● **REQUIRED WORK**
Could you reproduce the material below exactly, from the line containing "ring pip: (257, 163)" through its last line, and leave out everything else?
━━━ RECORDS ━━━
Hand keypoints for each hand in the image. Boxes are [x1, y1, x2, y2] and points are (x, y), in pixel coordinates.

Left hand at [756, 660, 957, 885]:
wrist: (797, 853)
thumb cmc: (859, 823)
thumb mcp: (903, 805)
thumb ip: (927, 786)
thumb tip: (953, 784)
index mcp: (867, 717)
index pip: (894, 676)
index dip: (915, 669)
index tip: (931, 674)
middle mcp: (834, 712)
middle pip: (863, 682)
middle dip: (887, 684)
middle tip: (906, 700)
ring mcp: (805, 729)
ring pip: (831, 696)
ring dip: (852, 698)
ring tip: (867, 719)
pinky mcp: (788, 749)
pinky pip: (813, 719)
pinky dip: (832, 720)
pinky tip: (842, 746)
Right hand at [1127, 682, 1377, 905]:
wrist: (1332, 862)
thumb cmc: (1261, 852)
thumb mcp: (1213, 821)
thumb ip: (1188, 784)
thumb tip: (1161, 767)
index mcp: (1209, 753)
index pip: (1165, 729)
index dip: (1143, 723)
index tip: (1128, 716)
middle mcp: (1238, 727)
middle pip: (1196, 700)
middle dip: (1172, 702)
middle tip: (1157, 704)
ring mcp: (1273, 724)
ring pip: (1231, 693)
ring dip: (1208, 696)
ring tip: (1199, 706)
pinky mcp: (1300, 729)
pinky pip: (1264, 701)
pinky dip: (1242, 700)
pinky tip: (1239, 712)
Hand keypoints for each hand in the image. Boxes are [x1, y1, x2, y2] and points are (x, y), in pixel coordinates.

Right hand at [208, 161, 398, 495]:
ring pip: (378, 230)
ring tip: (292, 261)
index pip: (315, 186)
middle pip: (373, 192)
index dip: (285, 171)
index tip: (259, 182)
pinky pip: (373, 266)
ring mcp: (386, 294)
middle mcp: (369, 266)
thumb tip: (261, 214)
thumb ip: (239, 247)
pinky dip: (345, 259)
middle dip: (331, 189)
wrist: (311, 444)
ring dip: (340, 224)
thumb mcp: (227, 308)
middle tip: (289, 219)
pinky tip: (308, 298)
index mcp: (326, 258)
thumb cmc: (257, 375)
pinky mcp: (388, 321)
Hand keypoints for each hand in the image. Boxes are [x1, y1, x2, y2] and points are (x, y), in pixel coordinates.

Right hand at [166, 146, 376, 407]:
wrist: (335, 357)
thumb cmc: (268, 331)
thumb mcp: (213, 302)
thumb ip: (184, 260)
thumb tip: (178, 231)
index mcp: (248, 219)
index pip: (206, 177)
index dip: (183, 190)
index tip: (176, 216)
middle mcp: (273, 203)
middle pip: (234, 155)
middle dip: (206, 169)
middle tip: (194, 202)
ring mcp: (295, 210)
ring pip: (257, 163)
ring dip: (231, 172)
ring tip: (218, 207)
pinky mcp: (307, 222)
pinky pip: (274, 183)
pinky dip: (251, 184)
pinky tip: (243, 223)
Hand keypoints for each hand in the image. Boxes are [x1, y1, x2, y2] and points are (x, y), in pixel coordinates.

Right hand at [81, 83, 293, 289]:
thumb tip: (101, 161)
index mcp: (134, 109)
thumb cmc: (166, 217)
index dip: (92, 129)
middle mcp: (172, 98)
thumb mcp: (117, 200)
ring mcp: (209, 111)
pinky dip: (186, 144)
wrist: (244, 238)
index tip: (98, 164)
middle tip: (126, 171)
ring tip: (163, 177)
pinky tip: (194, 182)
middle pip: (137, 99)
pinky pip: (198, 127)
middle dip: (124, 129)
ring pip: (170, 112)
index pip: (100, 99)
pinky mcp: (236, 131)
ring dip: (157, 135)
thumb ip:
━━━
● **REPLY TO THE EXERCISE**
ring pip: (257, 163)
ring dip: (231, 172)
ring tip: (218, 207)
pinky mcp: (307, 222)
pinky pip: (274, 183)
pinky dip: (251, 184)
pinky tip: (243, 223)
Hand keypoints for each hand in the image. Boxes are [x1, y1, x2, y2] and points are (x, y), in pixel coordinates.

Right hand at [81, 83, 293, 289]:
thumb tip: (101, 161)
index mcp: (134, 109)
thumb cmc: (166, 217)
index dip: (92, 129)
middle mcp: (172, 98)
thumb mcp: (117, 200)
ring mcp: (209, 111)
pinky dip: (186, 144)
wrist: (244, 238)
index tip: (98, 164)
middle tip: (126, 171)
ring tip: (163, 177)
pinky tip: (194, 182)
middle pip: (137, 99)
pinky pip: (198, 127)
middle dip: (124, 129)
ring pip: (170, 112)
index pip: (100, 99)
pinky mcp: (236, 131)
ring dip: (157, 135)
thumb ip:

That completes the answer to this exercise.